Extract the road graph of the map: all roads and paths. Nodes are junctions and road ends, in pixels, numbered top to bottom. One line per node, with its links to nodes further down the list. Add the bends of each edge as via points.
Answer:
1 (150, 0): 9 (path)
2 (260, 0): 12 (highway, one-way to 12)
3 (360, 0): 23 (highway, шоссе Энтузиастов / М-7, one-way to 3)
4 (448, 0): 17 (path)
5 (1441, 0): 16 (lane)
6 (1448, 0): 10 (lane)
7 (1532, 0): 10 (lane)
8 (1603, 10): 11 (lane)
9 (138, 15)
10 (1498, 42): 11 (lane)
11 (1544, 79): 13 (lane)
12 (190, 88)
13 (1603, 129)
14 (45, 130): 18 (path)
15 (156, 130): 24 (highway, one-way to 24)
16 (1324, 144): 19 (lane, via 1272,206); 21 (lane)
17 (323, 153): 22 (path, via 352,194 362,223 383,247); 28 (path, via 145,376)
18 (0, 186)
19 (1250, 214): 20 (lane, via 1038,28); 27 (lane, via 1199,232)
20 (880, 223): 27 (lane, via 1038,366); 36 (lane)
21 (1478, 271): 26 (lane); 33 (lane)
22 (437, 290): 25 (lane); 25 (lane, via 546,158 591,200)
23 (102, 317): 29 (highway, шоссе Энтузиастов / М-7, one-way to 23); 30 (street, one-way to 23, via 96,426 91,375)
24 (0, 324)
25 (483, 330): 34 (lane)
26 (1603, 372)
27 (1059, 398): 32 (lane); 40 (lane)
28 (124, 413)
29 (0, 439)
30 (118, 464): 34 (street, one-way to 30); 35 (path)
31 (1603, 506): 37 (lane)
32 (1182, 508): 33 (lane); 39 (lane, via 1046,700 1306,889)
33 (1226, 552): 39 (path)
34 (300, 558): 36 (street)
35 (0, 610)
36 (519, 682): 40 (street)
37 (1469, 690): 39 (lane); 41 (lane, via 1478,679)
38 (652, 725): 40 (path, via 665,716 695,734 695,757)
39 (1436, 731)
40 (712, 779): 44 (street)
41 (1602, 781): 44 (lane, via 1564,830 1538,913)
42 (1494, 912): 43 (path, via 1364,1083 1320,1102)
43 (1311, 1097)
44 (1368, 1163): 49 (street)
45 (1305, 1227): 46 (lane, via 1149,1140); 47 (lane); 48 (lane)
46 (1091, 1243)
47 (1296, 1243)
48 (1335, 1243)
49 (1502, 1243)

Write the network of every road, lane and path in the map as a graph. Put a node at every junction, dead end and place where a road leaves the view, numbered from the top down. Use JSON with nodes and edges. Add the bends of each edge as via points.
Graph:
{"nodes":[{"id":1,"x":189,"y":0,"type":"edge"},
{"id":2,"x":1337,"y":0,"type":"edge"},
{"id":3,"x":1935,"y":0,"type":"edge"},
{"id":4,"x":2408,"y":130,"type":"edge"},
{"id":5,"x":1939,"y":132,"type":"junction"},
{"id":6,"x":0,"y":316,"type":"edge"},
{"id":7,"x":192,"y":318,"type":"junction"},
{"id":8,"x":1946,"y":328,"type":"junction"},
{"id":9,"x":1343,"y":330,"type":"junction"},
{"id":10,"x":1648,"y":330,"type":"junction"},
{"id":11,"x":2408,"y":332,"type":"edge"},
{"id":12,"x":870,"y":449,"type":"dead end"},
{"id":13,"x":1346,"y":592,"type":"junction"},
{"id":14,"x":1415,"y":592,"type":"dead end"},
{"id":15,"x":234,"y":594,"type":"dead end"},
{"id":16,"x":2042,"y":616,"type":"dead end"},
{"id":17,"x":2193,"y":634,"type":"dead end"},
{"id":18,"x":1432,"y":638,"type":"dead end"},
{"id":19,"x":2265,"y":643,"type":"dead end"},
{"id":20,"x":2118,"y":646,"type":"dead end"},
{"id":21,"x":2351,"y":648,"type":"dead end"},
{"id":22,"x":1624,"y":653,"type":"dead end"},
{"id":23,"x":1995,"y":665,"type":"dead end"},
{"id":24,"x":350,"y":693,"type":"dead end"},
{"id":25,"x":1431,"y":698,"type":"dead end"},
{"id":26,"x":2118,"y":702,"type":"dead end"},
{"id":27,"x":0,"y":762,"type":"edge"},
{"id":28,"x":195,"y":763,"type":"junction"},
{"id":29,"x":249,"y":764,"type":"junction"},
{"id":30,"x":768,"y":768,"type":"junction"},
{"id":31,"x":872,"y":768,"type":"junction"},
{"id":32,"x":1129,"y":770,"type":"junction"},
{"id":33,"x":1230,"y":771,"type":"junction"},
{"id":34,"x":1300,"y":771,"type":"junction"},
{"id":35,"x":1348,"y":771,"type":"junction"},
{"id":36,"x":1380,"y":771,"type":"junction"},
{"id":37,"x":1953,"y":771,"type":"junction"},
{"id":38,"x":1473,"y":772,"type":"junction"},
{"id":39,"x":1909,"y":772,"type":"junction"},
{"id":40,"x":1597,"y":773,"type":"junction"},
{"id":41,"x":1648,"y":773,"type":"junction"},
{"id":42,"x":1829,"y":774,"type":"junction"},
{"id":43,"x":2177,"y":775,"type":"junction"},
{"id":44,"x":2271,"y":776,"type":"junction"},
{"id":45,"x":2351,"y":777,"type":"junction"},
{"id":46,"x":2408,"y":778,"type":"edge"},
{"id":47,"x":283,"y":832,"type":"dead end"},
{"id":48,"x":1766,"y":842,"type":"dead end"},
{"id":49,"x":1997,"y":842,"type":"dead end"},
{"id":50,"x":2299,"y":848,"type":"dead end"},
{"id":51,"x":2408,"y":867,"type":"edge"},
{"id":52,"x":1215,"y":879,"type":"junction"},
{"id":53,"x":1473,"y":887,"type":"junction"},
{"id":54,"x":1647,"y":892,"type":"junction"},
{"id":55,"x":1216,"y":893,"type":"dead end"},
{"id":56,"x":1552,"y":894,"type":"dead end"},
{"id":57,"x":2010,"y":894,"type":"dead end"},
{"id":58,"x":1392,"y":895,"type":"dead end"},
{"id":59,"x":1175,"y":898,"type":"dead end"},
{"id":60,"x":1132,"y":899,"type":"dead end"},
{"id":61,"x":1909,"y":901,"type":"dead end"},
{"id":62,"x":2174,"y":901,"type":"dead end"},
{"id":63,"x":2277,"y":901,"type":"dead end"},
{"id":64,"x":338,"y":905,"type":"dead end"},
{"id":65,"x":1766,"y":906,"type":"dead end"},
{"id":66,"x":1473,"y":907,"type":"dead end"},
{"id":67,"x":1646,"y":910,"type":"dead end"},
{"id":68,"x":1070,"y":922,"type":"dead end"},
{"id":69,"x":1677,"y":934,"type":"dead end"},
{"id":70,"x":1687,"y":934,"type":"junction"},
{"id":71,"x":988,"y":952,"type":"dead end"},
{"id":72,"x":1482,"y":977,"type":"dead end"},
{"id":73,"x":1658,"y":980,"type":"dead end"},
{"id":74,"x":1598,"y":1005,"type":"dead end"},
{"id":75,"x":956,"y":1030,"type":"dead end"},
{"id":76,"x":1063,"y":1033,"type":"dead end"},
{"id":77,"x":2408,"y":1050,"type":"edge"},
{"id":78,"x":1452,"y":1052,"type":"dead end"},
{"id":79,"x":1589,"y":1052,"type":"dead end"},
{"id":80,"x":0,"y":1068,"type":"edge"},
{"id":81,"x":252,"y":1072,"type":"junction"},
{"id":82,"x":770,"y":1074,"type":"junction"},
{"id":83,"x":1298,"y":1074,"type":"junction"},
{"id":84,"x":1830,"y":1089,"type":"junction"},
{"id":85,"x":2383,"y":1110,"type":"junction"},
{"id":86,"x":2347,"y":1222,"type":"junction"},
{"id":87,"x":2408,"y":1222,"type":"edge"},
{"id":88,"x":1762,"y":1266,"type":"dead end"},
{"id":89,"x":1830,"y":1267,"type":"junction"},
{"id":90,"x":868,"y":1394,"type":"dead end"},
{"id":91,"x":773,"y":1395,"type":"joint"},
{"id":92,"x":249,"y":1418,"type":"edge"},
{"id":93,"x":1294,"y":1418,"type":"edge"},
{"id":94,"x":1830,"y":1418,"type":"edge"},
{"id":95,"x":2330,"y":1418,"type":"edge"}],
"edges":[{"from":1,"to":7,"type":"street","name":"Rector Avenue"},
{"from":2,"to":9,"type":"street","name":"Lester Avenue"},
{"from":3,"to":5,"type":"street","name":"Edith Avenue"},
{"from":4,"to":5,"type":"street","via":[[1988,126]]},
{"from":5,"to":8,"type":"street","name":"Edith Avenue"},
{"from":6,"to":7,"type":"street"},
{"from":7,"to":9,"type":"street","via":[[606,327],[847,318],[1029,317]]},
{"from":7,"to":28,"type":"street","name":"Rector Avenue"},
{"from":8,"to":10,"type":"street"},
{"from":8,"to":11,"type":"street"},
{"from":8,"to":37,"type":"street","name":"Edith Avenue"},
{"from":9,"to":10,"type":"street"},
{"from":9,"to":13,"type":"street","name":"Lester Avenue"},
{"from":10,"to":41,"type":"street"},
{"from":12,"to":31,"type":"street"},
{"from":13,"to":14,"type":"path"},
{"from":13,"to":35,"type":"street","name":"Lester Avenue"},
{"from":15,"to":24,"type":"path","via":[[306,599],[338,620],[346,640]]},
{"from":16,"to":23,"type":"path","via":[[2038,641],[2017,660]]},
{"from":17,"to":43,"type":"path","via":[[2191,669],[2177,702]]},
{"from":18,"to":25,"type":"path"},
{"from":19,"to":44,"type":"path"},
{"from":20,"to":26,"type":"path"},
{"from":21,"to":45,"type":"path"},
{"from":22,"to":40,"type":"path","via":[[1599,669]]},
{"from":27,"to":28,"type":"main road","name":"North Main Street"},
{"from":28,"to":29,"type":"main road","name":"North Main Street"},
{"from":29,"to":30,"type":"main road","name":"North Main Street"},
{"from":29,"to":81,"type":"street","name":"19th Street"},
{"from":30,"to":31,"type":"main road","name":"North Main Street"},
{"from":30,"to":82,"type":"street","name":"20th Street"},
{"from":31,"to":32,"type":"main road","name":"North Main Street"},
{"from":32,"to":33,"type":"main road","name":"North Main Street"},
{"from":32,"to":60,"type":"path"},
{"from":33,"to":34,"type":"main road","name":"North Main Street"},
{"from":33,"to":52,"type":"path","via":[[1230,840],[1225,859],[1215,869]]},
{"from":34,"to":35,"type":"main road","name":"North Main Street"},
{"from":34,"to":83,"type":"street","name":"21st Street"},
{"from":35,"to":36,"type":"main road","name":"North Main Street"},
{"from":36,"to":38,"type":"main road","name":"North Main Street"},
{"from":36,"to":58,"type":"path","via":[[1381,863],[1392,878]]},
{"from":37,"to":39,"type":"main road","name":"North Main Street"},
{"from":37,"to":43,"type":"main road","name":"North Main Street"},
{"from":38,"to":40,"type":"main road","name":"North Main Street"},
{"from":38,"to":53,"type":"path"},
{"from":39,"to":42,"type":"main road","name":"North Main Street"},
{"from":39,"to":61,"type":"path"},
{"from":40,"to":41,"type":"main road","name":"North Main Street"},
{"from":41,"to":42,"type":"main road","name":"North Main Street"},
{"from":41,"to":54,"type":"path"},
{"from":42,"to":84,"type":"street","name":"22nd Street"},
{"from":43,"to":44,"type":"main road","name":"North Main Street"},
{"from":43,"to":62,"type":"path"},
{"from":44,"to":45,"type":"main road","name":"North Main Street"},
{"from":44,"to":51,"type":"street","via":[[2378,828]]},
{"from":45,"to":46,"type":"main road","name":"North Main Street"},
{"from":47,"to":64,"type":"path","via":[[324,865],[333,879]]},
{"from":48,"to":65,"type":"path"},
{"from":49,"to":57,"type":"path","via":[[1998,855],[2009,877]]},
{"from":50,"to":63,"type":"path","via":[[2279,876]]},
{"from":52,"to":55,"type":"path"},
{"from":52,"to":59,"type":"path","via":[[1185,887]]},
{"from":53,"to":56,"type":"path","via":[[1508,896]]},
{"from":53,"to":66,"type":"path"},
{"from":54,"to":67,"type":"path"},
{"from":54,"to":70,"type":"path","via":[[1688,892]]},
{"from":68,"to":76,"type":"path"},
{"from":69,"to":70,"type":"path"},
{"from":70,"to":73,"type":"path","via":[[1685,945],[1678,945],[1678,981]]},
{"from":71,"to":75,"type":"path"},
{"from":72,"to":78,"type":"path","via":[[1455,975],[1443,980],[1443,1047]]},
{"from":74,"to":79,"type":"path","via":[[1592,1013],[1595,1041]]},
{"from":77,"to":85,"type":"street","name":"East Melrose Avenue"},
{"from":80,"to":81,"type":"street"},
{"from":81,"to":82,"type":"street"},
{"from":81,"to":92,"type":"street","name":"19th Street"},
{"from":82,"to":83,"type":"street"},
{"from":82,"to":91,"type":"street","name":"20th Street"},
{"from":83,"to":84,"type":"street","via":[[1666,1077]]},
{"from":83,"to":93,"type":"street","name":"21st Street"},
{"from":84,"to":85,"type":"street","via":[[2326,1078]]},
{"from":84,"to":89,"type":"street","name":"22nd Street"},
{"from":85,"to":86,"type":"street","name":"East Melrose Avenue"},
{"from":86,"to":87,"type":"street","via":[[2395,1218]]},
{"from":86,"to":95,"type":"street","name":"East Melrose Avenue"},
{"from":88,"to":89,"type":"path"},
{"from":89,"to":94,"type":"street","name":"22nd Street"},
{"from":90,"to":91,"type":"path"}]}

◆ **What is expected**
List every line from the entries above in which "шоссе" appears.

◆ **Expected answer**
3 (360, 0): 23 (highway, шоссе Энтузиастов / М-7, one-way to 3)
23 (102, 317): 29 (highway, шоссе Энтузиастов / М-7, one-way to 23); 30 (street, one-way to 23, via 96,426 91,375)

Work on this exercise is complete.